━━ DATA TO USE

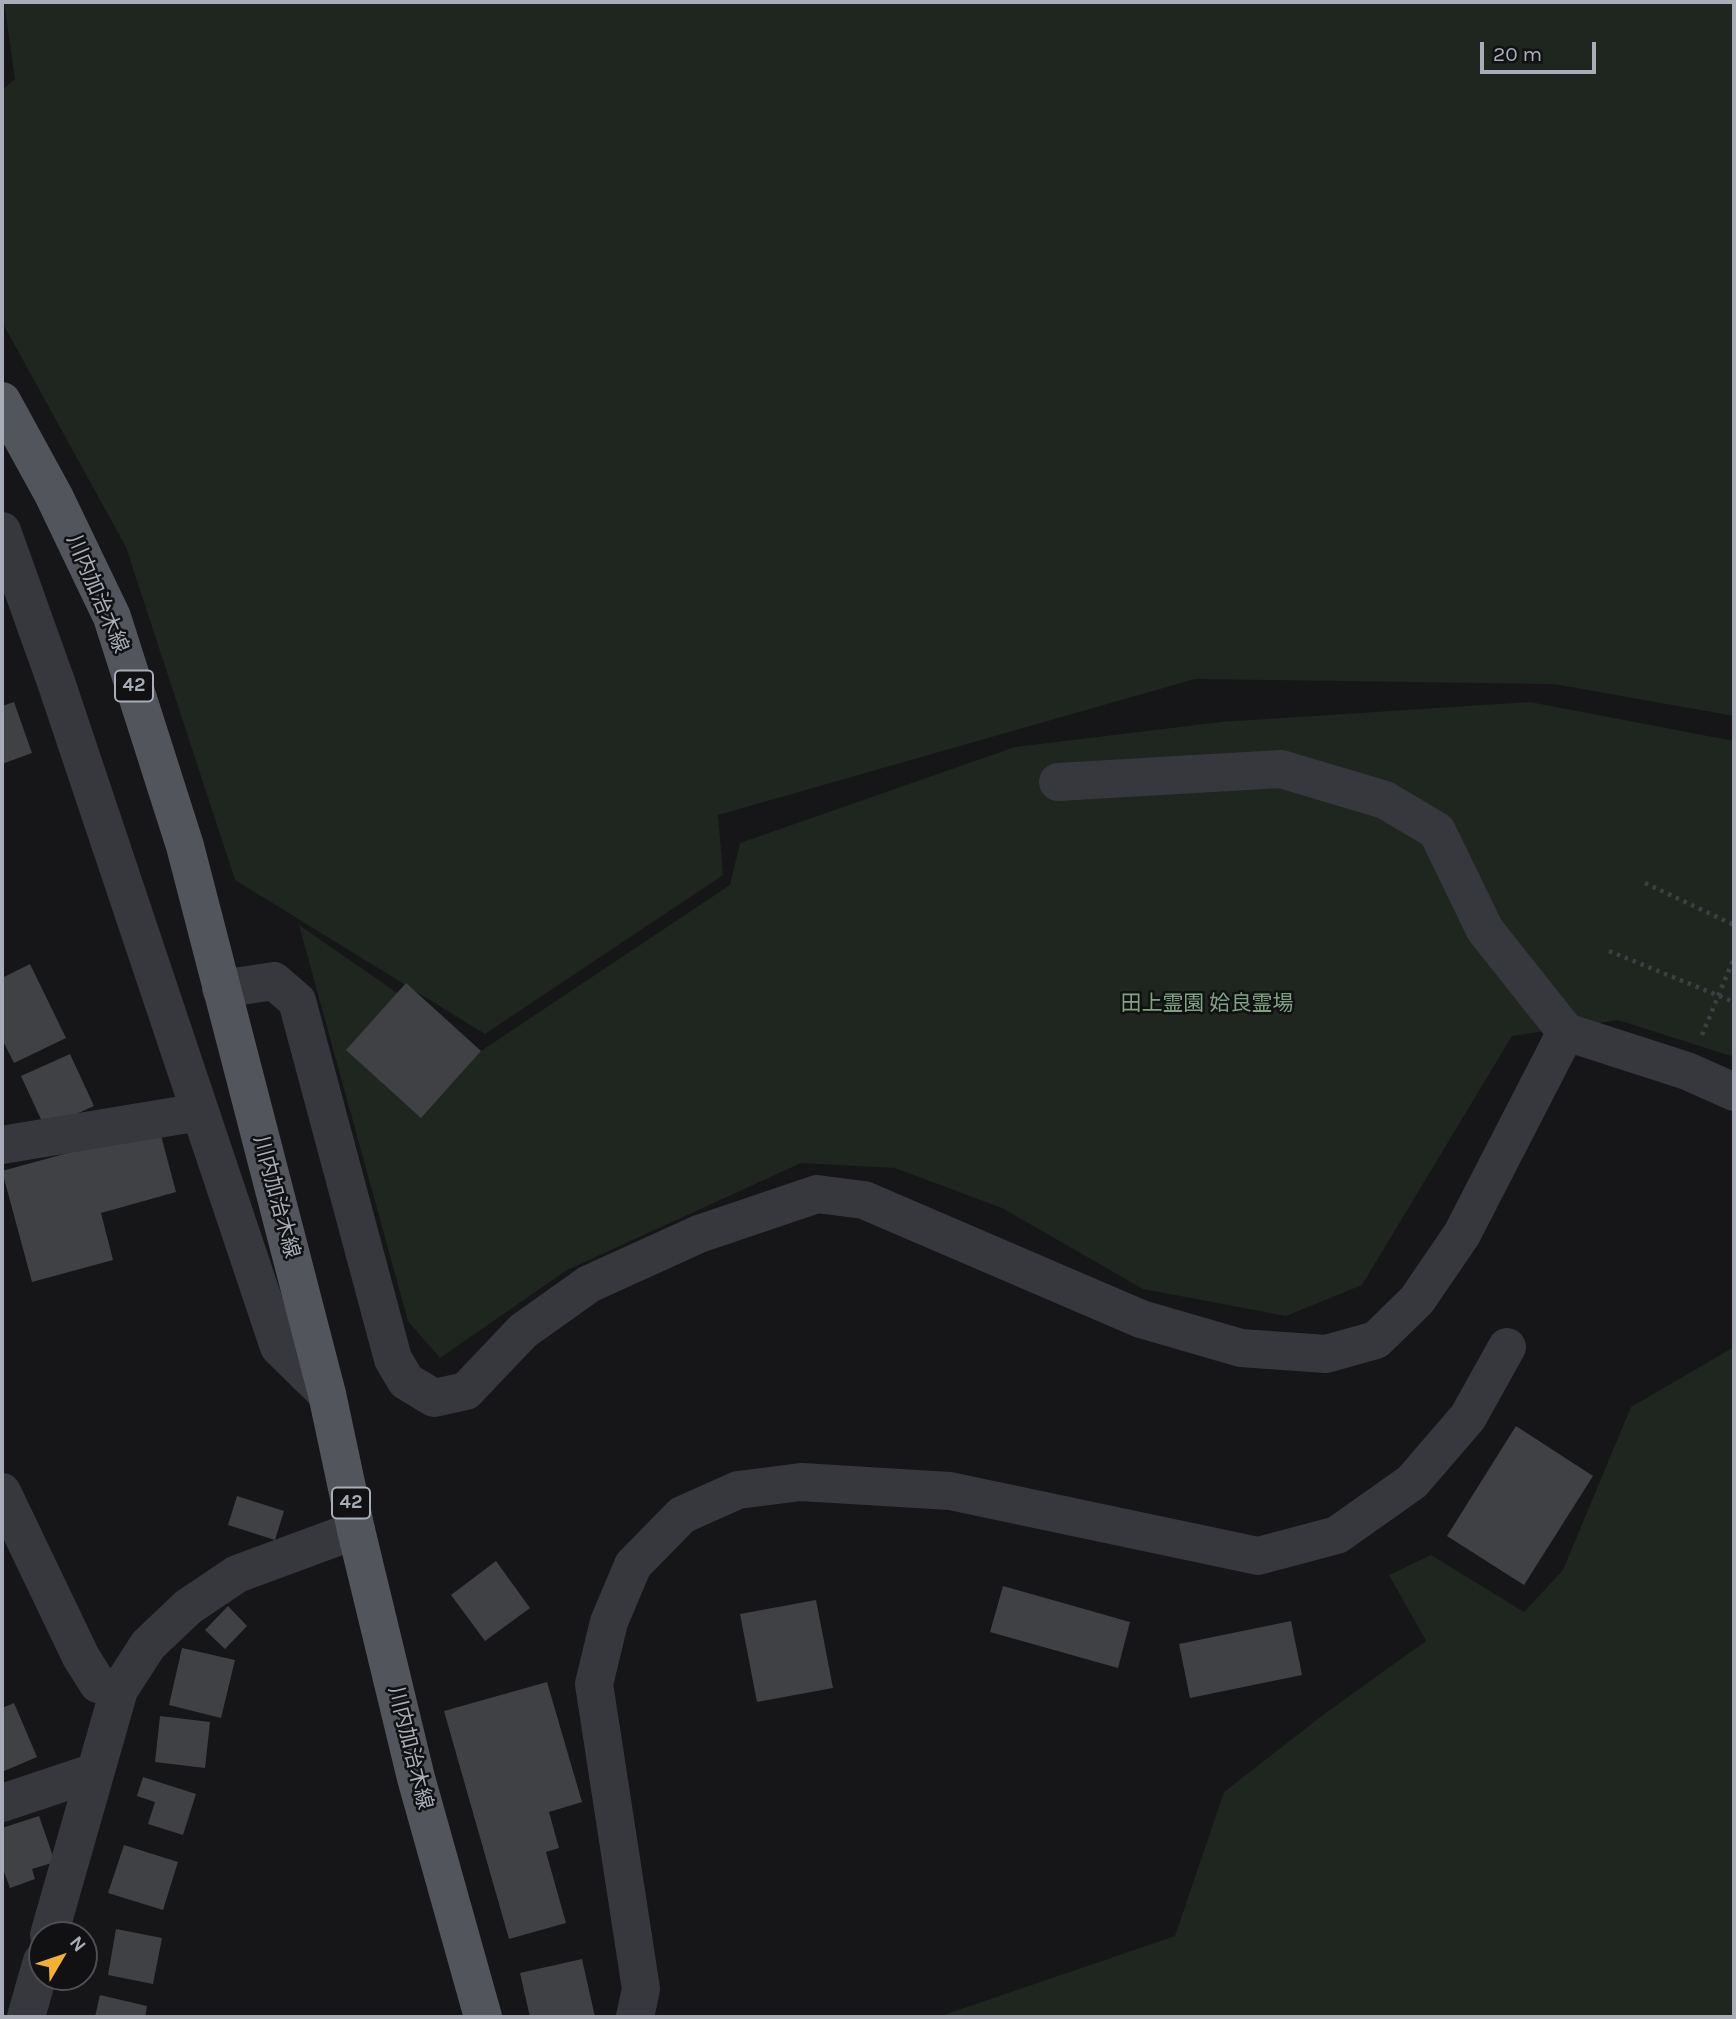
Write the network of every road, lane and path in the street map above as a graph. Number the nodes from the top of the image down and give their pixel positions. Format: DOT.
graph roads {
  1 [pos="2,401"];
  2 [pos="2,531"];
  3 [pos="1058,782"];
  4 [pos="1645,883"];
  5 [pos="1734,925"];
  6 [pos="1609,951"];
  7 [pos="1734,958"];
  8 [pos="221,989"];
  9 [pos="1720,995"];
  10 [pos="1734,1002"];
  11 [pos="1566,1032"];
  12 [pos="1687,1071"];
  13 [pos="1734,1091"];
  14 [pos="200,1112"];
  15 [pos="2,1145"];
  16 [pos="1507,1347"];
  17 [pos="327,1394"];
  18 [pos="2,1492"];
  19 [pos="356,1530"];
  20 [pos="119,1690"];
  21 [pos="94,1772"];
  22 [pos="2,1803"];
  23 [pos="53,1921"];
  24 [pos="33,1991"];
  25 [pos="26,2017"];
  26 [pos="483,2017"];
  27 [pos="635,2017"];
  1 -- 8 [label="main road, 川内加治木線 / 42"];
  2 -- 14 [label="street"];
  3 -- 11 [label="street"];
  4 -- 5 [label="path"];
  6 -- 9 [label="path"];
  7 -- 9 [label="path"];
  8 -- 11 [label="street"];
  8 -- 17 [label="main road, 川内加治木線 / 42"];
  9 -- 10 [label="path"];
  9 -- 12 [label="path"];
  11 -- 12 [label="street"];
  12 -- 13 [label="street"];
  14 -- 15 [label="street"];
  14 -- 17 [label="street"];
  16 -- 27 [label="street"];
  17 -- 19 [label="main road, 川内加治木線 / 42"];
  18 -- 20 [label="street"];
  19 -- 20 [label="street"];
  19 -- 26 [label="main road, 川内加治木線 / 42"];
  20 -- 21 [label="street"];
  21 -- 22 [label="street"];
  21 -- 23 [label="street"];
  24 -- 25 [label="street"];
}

━━━━

- ABOUT THIS TASK
Omitting the images, transcribe every record exactly.

- ANSWER TO THE PROBLEM
Write the network of every road, lane and path in the street map above as a graph. Number the nodes from the top of the image down and give their pixel positions. Format: DOT.
graph roads {
  1 [pos="2,401"];
  2 [pos="2,531"];
  3 [pos="1058,782"];
  4 [pos="1645,883"];
  5 [pos="1734,925"];
  6 [pos="1609,951"];
  7 [pos="1734,958"];
  8 [pos="221,989"];
  9 [pos="1720,995"];
  10 [pos="1734,1002"];
  11 [pos="1566,1032"];
  12 [pos="1687,1071"];
  13 [pos="1734,1091"];
  14 [pos="200,1112"];
  15 [pos="2,1145"];
  16 [pos="1507,1347"];
  17 [pos="327,1394"];
  18 [pos="2,1492"];
  19 [pos="356,1530"];
  20 [pos="119,1690"];
  21 [pos="94,1772"];
  22 [pos="2,1803"];
  23 [pos="53,1921"];
  24 [pos="33,1991"];
  25 [pos="26,2017"];
  26 [pos="483,2017"];
  27 [pos="635,2017"];
  1 -- 8 [label="main road, 川内加治木線 / 42"];
  2 -- 14 [label="street"];
  3 -- 11 [label="street"];
  4 -- 5 [label="path"];
  6 -- 9 [label="path"];
  7 -- 9 [label="path"];
  8 -- 11 [label="street"];
  8 -- 17 [label="main road, 川内加治木線 / 42"];
  9 -- 10 [label="path"];
  9 -- 12 [label="path"];
  11 -- 12 [label="street"];
  12 -- 13 [label="street"];
  14 -- 15 [label="street"];
  14 -- 17 [label="street"];
  16 -- 27 [label="street"];
  17 -- 19 [label="main road, 川内加治木線 / 42"];
  18 -- 20 [label="street"];
  19 -- 20 [label="street"];
  19 -- 26 [label="main road, 川内加治木線 / 42"];
  20 -- 21 [label="street"];
  21 -- 22 [label="street"];
  21 -- 23 [label="street"];
  24 -- 25 [label="street"];
}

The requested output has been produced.